Mundelein officials have spent millions of dollars sprucing up the downtown business district since the 1990s.

The cash infusions paid for wider sidewalks, old-fashioned streetlights and other amenities — but they haven’t been able to make the area thrive.

Now, village leaders may create a matching grant program that would encourage merchants and other business owners to invest in the area as a way to spur redevelopment.

“We want to be partners with our businesses, and this demonstrates that,” Village Administrator John Lobaito said.

The program originated in a 2012 village board planning session, Lobaito said, and $50,000 for the effort was included in the budget for the 2014 fiscal year.

“This grant program can grow from there,” he said. “We don’t know what kind of interest there will be.”

The program would be open to the owners of private, for-profit businesses within the downtown district. Most of that wedge-shaped district is south and east of the intersection of routes 45 and 176.

Schools, government agencies and nonprofit groups would be ineligible.

According to a draft version of the plan, approved projects would be eligible to receive a grant of up to 50 percent of an improvement project’s cost, up to $25,000. Larger grants would be considered if officials find the improvements to be of “exceptional value.”

Eligible projects must have price tags of at least $1,000.

Under the plan, qualifying projects would include signs, landscaping, facade improvements, door replacements and ornamental fencing. Signs are a particular target, Lobaito said, because officials are reworking the town’s sign rules.

“(We hope) to create a sense of place in the downtown,” he said.
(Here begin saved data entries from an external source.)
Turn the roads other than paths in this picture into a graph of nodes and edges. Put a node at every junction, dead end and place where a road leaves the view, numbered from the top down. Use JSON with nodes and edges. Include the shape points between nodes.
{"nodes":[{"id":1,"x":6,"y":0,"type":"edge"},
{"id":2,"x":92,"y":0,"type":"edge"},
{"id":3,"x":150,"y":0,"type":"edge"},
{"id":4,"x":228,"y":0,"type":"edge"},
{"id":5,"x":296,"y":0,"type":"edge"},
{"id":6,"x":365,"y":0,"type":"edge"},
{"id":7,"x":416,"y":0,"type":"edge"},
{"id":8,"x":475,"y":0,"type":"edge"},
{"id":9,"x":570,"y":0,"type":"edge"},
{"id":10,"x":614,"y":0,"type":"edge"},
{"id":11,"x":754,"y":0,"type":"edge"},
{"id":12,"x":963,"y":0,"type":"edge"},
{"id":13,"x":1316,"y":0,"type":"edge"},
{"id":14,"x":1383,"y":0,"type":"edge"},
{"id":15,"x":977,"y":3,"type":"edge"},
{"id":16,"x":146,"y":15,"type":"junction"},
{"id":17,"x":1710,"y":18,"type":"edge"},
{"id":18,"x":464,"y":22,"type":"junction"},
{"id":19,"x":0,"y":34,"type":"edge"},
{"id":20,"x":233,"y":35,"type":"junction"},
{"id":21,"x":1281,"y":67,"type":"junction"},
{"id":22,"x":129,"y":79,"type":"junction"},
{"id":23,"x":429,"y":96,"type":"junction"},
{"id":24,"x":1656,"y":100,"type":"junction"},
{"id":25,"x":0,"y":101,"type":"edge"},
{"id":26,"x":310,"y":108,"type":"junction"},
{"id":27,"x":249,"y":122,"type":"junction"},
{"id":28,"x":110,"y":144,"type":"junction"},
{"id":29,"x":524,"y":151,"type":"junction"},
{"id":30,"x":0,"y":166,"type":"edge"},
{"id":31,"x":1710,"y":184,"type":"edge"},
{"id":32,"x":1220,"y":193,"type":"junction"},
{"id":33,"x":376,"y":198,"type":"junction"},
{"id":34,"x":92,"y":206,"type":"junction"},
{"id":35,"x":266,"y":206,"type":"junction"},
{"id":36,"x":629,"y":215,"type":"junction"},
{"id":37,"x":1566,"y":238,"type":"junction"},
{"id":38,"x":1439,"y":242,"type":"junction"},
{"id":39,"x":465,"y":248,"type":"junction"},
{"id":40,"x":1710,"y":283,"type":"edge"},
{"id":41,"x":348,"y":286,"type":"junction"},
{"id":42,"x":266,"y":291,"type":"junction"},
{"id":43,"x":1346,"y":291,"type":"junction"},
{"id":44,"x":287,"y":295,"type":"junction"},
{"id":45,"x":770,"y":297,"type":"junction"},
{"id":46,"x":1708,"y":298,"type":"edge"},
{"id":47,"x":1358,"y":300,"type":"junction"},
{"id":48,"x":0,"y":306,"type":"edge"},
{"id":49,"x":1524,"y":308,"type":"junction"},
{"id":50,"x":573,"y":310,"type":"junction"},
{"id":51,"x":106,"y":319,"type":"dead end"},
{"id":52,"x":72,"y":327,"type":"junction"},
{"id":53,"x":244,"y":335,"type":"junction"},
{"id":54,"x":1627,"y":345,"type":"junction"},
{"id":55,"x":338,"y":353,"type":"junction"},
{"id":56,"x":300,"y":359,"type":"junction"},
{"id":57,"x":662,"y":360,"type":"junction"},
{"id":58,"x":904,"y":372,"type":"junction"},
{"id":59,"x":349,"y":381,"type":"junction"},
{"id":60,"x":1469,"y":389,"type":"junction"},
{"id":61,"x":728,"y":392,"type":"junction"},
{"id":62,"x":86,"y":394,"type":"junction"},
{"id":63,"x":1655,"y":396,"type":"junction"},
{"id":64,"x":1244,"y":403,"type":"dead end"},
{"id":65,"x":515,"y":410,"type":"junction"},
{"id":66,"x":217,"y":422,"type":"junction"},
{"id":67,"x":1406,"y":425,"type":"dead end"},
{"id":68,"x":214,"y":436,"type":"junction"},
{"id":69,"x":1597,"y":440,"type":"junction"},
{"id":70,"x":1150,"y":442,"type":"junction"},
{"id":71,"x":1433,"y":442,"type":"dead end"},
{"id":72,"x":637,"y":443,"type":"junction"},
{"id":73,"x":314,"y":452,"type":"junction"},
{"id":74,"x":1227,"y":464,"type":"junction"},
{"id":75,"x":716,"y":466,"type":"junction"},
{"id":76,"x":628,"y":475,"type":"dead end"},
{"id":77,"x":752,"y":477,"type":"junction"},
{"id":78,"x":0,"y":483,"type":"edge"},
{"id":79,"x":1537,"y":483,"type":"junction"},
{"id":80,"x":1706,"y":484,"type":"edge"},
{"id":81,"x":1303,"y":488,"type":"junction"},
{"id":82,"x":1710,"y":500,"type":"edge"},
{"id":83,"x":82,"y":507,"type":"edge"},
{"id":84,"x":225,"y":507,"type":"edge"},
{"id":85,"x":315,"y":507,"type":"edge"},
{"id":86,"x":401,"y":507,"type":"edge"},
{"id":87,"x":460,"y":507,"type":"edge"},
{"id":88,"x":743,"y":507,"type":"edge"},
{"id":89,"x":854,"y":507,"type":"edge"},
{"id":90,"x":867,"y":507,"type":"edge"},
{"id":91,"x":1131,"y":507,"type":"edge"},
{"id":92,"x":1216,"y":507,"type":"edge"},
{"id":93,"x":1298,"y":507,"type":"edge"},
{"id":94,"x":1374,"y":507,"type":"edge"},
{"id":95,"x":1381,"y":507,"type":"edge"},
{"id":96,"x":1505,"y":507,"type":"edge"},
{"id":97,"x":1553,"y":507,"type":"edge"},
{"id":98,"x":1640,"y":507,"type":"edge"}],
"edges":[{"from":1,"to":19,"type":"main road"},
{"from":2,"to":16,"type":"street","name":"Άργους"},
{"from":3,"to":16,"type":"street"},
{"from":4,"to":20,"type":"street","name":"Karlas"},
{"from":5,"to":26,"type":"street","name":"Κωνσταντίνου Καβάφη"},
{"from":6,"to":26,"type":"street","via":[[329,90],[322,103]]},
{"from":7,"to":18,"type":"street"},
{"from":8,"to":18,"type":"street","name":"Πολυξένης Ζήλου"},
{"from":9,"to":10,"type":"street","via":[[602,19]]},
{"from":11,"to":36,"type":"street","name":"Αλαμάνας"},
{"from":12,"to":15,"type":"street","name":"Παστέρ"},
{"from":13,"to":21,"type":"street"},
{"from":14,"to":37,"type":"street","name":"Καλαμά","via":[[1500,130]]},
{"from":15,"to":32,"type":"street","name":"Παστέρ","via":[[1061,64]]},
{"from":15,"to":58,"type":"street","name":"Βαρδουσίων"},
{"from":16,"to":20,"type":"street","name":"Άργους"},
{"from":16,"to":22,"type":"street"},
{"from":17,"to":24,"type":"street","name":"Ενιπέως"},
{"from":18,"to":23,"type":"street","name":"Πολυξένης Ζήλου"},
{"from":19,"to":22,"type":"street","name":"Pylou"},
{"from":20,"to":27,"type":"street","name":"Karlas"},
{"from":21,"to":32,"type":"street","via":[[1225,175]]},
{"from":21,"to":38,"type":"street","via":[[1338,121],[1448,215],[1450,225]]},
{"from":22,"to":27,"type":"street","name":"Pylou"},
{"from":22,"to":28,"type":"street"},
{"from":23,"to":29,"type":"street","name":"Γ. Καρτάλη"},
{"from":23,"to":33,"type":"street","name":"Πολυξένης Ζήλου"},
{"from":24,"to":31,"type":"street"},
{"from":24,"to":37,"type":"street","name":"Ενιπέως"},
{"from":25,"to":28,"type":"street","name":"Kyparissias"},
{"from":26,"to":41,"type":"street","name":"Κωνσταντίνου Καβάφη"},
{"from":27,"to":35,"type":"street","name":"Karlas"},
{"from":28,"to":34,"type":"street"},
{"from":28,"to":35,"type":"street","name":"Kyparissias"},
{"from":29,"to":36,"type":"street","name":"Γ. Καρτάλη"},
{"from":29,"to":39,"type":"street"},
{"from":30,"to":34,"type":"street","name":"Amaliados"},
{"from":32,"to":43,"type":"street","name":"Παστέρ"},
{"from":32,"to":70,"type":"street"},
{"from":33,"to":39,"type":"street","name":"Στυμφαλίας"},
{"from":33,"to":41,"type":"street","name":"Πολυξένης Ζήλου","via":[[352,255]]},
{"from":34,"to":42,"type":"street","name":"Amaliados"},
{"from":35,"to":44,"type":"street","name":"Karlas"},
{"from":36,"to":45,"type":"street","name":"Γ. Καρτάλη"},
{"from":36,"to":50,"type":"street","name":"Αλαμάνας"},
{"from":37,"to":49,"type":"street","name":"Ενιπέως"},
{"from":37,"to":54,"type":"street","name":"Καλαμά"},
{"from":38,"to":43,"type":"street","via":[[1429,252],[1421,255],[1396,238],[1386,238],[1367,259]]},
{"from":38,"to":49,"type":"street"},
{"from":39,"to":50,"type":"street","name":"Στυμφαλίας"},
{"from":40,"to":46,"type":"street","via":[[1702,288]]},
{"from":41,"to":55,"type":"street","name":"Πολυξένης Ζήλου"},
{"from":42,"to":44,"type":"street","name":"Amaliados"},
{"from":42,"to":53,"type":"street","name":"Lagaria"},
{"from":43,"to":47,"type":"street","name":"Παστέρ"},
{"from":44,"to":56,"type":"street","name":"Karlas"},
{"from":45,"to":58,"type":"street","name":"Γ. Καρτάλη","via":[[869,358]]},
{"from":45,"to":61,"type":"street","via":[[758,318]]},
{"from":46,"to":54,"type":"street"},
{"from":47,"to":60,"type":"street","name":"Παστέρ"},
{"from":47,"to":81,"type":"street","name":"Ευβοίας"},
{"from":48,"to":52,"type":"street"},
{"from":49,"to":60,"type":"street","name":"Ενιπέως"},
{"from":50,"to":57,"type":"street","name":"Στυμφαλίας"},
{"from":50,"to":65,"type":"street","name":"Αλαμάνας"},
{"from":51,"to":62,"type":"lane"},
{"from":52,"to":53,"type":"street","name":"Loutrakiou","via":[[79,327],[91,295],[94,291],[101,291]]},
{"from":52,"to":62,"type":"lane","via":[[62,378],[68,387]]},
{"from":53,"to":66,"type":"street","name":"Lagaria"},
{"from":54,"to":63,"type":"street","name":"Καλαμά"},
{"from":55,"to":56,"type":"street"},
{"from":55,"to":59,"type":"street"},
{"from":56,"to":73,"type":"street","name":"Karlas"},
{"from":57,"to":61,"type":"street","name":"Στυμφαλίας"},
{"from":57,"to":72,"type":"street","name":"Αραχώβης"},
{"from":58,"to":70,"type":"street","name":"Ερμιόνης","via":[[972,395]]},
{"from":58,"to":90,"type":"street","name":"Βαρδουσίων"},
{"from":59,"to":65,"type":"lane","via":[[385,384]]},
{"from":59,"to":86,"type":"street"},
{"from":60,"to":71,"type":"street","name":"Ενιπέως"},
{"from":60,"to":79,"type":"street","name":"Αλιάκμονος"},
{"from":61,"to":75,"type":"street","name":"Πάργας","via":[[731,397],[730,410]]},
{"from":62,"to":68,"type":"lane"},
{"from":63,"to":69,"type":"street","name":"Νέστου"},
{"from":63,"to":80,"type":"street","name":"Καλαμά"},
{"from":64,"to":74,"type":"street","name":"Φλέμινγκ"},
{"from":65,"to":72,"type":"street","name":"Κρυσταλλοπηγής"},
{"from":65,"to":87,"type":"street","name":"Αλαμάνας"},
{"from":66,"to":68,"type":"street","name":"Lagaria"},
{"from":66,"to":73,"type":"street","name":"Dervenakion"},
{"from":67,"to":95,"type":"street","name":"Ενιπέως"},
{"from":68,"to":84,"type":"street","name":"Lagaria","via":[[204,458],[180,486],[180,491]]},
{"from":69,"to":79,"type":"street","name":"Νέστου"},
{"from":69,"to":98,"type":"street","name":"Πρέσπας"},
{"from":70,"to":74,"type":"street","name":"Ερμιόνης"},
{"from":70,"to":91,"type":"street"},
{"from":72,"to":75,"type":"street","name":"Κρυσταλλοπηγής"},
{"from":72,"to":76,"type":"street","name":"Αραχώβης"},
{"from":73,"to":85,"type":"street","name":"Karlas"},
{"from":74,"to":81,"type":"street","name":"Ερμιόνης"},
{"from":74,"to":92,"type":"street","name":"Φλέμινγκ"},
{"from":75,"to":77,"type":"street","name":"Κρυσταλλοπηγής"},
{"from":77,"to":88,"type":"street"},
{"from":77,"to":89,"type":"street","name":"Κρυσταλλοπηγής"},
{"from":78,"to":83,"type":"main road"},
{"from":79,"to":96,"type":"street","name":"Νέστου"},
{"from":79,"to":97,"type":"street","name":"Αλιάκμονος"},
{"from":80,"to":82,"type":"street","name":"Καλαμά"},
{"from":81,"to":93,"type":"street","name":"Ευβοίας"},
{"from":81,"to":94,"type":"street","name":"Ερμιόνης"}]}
Inelgibile expenditures would include permit costs, legal fees, interior remodeling, land acquisition and roof repairs.

Applicants would be expected to stay open at least three years. If a business doesn’t hit that mark or moves out of the village before then, the owner would have to repay up to 75 percent of the grant, according to the draft plan.

Grants would be awarded once the projects are complete.

The village board could approve the program in January or February, Lobaito said.

Mundelein officials have been concentrating on reshaping the town’s image for much of this year. They hope a rebranding and marketing effort will bring Mundelein positive attention and attract new businesses and new customers.

In July, the board hired an Evanston firm to develop a municipal branding program. In September, the board hired the town’s first communications and marketing director.